WHAT IS REQUIRED:
Output exactly the lines between the line that contains "ring tip: (49, 198)" and the last line of the material, counting both.

- Opening Delimiter -

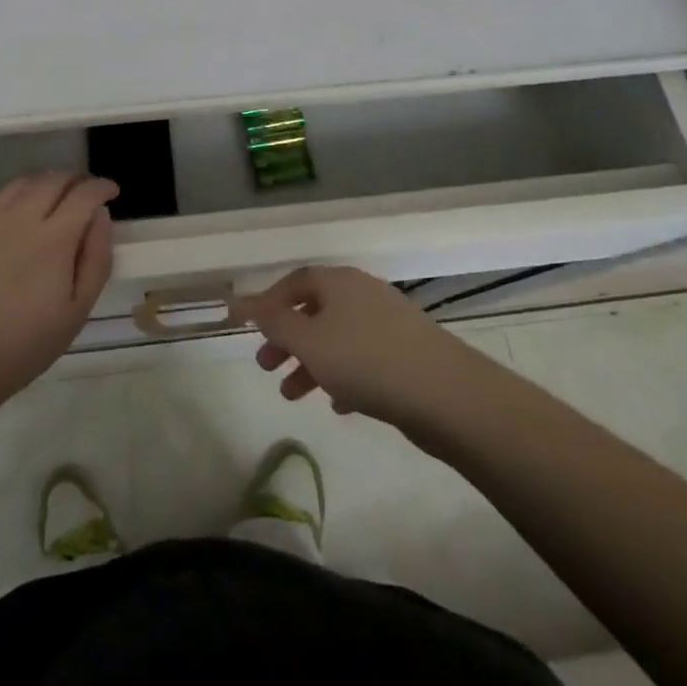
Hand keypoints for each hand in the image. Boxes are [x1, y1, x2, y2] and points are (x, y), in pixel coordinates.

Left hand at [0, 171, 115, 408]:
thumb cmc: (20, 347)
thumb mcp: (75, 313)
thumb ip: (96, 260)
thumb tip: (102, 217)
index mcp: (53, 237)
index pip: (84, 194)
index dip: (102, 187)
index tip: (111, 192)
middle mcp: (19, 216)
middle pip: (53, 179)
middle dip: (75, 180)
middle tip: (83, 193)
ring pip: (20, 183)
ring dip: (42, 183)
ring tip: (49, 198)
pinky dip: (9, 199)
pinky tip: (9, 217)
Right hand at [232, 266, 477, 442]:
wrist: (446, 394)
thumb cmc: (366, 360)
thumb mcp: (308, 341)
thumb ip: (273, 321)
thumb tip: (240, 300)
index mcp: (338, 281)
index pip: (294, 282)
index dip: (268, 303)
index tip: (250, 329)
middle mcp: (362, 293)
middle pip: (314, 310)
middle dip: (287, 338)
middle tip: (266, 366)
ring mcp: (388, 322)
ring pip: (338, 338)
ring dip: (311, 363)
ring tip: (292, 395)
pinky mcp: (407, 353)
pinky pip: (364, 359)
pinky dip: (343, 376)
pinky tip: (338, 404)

- Closing Delimiter -

ANSWER TO THIS PROBLEM:
ring tip: (49, 198)
pinky dip: (9, 199)
pinky tip: (9, 217)
Right hand at [232, 266, 477, 442]:
wrist: (446, 394)
thumb cmc: (366, 360)
thumb mcp: (308, 341)
thumb ip: (273, 321)
thumb tip: (240, 300)
index mcp: (338, 281)
index pip: (294, 282)
index dip: (268, 303)
index tip: (250, 329)
middle mcp: (362, 293)
middle pip: (314, 310)
middle dip: (287, 338)
middle tip: (266, 366)
ring mcp: (388, 322)
ring pip: (338, 338)
ring dip: (311, 363)
ring tip: (292, 395)
pinky mcp: (407, 353)
pinky pip: (364, 359)
pinky dip: (343, 376)
pinky tip: (338, 404)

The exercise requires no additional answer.